▶ Task brief
Looking at the listing below, give the number of lines in which the string "other" appears, and add nothing else.

━━━━

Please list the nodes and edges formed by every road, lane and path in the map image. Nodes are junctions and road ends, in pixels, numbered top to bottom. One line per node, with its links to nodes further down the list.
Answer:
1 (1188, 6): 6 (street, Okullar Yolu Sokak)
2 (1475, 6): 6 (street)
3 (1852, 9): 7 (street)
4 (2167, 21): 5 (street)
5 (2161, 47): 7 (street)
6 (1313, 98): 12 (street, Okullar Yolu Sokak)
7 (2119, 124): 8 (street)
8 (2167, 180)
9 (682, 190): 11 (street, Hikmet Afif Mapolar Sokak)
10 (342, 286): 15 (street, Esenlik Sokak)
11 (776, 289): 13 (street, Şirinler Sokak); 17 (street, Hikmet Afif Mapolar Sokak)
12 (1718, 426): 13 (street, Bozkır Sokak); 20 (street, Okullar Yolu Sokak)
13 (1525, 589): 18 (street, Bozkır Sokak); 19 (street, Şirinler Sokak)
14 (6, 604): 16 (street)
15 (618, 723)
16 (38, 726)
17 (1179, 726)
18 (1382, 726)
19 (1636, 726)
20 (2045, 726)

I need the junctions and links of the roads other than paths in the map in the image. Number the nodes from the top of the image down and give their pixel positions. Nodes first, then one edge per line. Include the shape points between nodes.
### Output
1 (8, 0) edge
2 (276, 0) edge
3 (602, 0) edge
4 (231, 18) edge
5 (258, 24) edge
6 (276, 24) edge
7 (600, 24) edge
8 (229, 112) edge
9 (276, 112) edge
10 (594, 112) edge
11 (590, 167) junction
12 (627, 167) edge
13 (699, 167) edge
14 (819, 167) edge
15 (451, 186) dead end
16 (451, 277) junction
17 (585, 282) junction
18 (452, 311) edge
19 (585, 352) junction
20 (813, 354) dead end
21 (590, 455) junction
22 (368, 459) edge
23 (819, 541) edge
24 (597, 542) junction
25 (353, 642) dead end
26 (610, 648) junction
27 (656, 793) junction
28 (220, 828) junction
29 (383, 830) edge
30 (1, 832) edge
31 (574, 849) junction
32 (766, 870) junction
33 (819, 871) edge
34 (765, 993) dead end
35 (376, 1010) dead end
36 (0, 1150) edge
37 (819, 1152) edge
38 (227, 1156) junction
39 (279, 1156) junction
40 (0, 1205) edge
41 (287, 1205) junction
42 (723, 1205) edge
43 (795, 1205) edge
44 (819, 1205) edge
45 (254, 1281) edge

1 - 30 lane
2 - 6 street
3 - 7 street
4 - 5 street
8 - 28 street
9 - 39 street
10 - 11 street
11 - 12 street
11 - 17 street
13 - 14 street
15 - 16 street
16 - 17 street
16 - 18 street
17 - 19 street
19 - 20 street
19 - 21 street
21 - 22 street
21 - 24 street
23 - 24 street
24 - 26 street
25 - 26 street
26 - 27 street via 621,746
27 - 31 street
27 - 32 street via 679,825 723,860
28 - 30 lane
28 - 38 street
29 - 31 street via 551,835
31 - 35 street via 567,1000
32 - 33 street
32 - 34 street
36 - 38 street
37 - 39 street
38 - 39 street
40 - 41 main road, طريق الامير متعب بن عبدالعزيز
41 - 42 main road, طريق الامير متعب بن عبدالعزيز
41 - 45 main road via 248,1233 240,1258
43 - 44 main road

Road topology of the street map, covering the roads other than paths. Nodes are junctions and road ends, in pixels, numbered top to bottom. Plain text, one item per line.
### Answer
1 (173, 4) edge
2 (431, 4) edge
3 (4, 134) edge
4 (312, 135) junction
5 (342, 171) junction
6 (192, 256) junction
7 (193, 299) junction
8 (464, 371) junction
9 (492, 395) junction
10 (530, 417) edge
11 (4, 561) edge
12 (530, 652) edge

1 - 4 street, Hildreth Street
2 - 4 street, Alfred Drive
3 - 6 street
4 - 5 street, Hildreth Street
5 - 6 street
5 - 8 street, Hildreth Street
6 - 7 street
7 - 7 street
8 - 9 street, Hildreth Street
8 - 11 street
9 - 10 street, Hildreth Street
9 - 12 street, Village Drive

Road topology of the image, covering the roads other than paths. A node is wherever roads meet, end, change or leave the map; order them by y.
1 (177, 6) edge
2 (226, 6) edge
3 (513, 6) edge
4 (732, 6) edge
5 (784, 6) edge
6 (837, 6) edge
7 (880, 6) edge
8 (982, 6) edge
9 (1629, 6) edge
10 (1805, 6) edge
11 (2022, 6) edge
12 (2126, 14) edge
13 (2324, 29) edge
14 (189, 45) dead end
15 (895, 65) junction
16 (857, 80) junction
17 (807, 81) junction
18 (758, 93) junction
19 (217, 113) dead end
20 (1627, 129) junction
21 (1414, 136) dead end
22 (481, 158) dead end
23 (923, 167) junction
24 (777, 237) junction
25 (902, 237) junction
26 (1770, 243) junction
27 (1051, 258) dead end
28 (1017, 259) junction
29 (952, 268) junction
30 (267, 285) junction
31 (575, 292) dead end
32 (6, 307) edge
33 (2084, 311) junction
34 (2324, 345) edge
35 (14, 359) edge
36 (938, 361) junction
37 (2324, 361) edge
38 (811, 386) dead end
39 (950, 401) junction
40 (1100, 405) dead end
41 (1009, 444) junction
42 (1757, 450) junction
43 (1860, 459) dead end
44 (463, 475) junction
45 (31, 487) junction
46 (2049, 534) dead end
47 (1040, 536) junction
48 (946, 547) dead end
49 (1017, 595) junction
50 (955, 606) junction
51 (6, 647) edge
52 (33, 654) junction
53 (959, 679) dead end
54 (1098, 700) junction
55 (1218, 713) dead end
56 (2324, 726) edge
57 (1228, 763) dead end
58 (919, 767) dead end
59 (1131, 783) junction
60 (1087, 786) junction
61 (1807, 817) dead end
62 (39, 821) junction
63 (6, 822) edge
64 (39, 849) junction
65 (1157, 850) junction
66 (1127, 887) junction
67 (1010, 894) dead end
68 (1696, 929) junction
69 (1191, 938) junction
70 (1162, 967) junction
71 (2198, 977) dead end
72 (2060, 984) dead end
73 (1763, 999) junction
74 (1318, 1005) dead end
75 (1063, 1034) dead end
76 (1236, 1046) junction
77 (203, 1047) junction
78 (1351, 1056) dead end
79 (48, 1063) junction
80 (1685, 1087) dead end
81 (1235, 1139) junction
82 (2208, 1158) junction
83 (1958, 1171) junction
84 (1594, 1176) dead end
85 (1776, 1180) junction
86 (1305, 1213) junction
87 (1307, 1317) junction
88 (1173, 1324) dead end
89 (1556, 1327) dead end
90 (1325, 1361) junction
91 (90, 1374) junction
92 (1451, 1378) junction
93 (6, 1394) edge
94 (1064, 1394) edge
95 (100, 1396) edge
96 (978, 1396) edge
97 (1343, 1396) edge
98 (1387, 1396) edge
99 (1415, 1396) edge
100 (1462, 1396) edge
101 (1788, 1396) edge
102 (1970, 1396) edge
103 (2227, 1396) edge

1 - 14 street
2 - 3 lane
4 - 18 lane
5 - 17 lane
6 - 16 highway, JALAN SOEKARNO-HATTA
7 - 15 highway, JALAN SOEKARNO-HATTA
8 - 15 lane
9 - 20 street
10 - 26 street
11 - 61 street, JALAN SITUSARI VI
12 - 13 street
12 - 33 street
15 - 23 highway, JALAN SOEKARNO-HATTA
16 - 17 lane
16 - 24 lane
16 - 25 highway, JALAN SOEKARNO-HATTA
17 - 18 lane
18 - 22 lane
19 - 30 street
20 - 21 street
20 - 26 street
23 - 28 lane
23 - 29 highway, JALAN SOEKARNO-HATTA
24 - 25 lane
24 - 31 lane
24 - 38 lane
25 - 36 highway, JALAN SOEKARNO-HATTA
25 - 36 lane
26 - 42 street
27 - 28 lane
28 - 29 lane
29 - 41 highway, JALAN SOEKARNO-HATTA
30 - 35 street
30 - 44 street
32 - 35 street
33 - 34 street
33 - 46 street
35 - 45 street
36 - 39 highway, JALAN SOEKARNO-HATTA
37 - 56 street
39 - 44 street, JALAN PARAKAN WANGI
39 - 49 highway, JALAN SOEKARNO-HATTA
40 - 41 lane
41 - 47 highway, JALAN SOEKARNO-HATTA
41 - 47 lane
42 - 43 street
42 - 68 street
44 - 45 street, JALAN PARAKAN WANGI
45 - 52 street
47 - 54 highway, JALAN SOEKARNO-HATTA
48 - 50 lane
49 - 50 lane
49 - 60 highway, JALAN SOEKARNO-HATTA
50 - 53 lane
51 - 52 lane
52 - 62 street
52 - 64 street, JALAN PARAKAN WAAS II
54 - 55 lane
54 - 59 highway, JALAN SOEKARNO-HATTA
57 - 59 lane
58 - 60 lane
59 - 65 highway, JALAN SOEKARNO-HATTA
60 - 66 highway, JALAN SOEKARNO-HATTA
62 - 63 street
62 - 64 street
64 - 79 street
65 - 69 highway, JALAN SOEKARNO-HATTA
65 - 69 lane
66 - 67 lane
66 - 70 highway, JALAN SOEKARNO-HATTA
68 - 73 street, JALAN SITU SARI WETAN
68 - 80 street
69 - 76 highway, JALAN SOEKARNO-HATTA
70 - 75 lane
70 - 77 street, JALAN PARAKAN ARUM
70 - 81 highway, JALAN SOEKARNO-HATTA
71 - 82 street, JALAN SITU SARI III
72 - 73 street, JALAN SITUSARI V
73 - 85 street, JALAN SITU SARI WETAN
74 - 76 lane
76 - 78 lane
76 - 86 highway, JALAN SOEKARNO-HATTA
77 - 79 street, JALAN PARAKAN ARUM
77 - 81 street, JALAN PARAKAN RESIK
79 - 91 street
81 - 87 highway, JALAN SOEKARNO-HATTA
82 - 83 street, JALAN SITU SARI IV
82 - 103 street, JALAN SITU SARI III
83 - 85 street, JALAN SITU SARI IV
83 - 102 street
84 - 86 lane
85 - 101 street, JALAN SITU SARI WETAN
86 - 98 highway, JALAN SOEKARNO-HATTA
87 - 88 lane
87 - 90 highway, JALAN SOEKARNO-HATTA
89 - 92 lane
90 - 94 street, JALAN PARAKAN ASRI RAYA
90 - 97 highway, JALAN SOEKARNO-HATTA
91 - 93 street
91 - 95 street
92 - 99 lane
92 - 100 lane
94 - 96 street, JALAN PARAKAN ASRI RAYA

━━━━

▶ Output of the task
3